Global State and Scaling

Posted by Elias Levy on
URL: http://deprecated-apache-flink-user-mailing-list-archive.369.s1.nabble.com/Global-State-and-Scaling-tp15051.html

I am implementing a control stream.  The stream communicates a global configuration value for the whole job.  It uses DataStream.broadcast() to communicate this to all parallel operator instances.  I would like to save this value in state so that it can be recovered when the job restarts/recovers.  The control stream is not keyed, so the only option is Operator state.

I could implement this using the ListCheckpointed interface, returning Collections.singletonList(configValue) from snapshotState.  It is clear what I'd need to do in restoreState in the case of scale in.  If I include a serial number in the config, and it receives multiple values on restore, it can keep the config value with the largest serial number, indicating the latest config.

Alas, it is not clear what should happen on scale out, as some operator instances will receive empty lists.
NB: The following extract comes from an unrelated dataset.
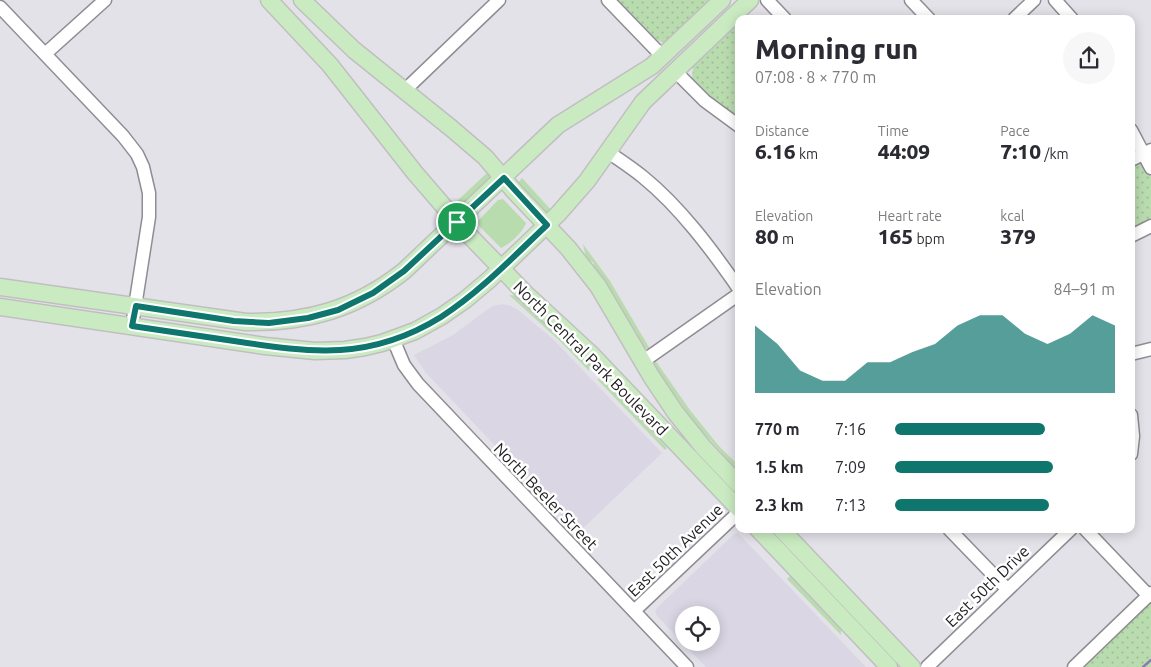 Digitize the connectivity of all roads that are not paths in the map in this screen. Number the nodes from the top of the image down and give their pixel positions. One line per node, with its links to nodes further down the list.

It seems the other alternative is to use CheckpointedFunction, along with union redistribution via getUnionListState, and then have each operator instance select from the union list the config with the latest serial number, of which they should be multiple copies.  But this seem like an ugly hack.


In addition, the documentation is unclear on the relationship and effect, if any, of the maximum parallelism Flink job parameter on operator state, where as it is much clearer on this regard as it related to keyed state via key groups.


How are folks handling this use case, i.e. storing and restoring global config values via Flink state?